Task: From the data below, return each line in which the string "Answer" is found.

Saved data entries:

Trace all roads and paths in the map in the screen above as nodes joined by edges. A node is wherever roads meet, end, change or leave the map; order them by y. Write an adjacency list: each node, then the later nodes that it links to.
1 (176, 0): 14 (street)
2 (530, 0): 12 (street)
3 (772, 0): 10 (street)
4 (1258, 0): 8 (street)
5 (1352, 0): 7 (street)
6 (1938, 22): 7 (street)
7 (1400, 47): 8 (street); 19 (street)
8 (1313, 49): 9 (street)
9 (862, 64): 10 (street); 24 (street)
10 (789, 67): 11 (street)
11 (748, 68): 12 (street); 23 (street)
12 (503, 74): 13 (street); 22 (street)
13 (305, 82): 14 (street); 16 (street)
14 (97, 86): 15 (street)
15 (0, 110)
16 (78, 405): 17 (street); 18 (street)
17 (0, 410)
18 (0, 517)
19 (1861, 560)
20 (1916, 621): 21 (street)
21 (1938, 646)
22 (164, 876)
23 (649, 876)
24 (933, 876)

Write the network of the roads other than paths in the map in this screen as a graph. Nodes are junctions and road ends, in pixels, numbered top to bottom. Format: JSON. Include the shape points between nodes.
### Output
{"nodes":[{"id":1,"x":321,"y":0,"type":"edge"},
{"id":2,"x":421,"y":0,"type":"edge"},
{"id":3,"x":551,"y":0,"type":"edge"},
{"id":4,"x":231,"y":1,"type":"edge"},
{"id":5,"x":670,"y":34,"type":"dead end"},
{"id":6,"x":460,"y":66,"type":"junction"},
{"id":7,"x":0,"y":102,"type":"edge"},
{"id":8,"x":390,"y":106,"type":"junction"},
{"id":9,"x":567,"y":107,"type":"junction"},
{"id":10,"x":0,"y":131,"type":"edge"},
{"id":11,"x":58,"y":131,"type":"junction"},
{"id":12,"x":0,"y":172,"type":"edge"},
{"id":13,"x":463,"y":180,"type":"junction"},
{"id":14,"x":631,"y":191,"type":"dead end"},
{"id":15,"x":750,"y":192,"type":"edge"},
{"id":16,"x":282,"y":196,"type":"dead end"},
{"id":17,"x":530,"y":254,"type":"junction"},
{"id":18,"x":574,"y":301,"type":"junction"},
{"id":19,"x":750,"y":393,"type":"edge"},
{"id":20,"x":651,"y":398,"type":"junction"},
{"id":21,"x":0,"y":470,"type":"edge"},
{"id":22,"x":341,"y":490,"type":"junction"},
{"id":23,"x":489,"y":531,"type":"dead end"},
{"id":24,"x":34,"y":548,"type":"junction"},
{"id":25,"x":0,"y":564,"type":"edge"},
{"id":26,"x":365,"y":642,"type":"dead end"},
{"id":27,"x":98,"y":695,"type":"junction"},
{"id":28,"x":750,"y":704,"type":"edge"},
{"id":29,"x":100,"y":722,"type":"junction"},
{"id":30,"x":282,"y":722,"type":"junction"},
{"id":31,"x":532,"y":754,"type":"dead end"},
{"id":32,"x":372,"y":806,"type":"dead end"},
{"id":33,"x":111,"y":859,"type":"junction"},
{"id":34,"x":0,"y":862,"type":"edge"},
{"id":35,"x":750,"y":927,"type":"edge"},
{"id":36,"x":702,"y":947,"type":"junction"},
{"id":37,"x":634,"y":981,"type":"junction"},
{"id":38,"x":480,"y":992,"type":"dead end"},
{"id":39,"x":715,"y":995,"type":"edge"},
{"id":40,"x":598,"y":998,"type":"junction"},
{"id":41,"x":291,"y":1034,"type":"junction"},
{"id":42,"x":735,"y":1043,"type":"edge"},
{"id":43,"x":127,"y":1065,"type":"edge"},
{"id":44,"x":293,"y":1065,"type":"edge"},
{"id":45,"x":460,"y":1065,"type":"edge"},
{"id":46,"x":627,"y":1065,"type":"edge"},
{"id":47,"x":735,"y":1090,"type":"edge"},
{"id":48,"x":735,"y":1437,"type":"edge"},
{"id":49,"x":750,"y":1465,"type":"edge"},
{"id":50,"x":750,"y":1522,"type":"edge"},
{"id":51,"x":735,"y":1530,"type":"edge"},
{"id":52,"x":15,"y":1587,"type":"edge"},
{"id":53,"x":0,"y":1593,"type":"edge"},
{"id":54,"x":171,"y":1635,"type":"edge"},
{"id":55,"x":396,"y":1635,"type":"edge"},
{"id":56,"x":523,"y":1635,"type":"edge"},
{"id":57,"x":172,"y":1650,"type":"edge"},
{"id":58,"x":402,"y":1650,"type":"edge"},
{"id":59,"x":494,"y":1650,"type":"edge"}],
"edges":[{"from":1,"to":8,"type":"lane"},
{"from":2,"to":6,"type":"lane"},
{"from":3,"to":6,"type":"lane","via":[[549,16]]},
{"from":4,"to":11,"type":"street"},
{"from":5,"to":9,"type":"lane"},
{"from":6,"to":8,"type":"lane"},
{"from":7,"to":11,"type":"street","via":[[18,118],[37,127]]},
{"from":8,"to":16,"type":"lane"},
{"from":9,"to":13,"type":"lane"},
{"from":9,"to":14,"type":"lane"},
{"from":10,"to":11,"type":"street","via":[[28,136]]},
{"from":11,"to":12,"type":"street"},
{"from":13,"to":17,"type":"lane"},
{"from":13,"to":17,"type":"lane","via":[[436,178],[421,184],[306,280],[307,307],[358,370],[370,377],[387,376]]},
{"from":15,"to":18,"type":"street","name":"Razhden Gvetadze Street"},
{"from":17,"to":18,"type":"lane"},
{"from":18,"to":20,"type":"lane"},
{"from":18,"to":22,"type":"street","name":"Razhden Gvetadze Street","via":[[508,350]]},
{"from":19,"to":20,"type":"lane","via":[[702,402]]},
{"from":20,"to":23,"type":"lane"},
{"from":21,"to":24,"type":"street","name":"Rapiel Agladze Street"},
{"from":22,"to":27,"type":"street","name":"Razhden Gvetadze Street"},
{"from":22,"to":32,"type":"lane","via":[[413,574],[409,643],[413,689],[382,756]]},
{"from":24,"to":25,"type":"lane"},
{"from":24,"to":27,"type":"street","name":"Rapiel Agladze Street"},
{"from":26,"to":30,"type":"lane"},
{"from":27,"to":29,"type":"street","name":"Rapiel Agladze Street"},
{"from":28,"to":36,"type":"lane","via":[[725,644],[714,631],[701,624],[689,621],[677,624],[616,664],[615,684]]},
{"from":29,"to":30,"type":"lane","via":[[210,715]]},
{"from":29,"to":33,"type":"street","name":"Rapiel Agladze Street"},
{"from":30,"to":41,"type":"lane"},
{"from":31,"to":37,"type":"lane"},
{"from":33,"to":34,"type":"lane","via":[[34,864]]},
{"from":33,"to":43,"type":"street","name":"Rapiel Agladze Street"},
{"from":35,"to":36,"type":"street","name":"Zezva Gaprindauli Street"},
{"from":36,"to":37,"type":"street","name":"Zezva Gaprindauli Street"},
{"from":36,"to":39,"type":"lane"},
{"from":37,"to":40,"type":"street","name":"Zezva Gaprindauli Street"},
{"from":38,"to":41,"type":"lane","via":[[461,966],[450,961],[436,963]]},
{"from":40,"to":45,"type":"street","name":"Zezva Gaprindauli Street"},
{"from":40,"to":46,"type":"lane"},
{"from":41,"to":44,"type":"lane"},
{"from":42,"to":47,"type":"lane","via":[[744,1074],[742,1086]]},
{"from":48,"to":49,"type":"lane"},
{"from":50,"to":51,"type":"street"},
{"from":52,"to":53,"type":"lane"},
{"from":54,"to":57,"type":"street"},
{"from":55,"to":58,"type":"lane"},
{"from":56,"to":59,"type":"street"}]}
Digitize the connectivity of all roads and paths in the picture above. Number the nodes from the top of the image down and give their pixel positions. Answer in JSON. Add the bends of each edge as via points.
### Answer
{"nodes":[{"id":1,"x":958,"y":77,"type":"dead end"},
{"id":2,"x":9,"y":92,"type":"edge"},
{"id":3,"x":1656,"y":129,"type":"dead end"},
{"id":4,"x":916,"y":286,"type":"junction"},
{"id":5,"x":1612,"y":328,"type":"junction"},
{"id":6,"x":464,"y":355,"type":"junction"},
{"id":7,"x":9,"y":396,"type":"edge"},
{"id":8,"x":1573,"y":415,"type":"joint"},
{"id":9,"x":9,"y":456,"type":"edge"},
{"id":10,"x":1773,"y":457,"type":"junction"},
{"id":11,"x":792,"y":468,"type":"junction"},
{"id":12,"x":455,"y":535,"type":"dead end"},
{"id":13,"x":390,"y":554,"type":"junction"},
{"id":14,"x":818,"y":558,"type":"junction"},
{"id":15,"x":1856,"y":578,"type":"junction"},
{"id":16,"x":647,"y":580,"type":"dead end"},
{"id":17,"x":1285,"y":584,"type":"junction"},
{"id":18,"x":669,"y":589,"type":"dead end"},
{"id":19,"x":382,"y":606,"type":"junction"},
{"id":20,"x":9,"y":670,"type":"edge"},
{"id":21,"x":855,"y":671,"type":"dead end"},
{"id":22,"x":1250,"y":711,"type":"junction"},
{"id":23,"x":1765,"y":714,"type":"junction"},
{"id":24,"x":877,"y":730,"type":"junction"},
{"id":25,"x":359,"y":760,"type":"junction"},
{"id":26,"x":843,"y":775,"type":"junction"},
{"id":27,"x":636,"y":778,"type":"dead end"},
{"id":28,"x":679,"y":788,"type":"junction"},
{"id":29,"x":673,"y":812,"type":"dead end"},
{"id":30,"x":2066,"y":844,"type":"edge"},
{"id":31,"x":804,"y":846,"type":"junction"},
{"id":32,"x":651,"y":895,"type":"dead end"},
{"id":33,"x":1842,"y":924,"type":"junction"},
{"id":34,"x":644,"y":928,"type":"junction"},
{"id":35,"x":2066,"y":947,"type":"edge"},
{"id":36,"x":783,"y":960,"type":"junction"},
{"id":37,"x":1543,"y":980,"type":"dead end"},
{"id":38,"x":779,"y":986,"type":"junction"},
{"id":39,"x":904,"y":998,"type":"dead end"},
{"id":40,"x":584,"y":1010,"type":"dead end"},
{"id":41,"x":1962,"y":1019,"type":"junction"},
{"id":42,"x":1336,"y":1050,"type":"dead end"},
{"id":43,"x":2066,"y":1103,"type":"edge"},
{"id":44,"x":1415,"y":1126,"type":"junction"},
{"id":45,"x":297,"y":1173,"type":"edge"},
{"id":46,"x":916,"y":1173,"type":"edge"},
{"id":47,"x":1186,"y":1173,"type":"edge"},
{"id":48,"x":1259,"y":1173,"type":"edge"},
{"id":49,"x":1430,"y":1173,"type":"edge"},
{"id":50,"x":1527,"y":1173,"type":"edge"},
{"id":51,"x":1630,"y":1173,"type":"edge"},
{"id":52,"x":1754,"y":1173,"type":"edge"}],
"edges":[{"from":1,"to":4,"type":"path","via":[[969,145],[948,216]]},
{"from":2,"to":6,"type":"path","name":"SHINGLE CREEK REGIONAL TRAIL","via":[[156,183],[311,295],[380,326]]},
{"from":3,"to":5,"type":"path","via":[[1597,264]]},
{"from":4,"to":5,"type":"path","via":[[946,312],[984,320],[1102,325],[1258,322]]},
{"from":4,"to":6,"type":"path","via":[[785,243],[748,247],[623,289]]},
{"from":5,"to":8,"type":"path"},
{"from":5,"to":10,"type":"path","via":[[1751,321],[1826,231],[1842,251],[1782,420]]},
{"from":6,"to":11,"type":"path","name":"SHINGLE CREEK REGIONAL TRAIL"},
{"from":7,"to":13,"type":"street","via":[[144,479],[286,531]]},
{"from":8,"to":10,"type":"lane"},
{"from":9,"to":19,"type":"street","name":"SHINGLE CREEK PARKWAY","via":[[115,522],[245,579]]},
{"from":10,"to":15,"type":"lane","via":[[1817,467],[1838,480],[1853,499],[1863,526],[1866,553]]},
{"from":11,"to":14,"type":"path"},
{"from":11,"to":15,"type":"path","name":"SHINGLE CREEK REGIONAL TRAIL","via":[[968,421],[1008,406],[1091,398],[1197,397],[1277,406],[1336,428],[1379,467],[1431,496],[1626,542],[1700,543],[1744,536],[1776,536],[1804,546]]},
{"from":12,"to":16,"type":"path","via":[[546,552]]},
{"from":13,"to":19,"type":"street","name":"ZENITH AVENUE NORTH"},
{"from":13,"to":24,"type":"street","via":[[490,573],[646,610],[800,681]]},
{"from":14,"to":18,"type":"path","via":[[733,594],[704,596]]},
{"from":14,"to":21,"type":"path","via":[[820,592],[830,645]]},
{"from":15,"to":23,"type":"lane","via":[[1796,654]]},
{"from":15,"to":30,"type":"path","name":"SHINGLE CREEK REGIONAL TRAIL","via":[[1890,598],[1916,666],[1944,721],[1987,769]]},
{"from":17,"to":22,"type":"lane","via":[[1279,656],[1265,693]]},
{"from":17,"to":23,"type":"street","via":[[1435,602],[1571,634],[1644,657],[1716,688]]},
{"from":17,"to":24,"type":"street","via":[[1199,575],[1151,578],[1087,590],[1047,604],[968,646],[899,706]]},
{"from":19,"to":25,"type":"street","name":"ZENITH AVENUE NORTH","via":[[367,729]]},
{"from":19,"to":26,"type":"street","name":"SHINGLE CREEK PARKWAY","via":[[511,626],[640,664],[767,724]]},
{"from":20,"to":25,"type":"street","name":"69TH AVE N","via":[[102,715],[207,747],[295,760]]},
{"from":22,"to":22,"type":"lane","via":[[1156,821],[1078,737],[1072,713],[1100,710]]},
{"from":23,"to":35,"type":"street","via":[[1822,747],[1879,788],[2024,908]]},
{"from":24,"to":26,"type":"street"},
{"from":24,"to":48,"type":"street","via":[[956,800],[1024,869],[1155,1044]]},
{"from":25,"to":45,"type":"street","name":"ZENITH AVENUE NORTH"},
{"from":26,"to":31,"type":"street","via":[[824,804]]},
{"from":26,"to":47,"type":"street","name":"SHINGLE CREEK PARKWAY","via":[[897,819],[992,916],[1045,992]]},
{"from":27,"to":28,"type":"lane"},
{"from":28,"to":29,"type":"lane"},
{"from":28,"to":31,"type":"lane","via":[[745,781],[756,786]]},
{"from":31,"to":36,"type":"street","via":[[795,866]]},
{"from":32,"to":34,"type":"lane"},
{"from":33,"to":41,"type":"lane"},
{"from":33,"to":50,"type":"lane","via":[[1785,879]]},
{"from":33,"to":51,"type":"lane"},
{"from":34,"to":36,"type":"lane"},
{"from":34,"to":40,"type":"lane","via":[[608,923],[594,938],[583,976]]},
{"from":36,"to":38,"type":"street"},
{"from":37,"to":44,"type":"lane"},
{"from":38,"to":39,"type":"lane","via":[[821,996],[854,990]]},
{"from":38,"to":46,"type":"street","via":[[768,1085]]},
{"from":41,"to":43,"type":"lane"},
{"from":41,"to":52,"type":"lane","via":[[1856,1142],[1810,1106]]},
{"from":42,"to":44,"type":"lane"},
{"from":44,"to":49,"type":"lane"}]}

Result for this task:
Digitize the connectivity of all roads and paths in the picture above. Number the nodes from the top of the image down and give their pixel positions. Answer in JSON. Add the bends of each edge as via points.
### Answer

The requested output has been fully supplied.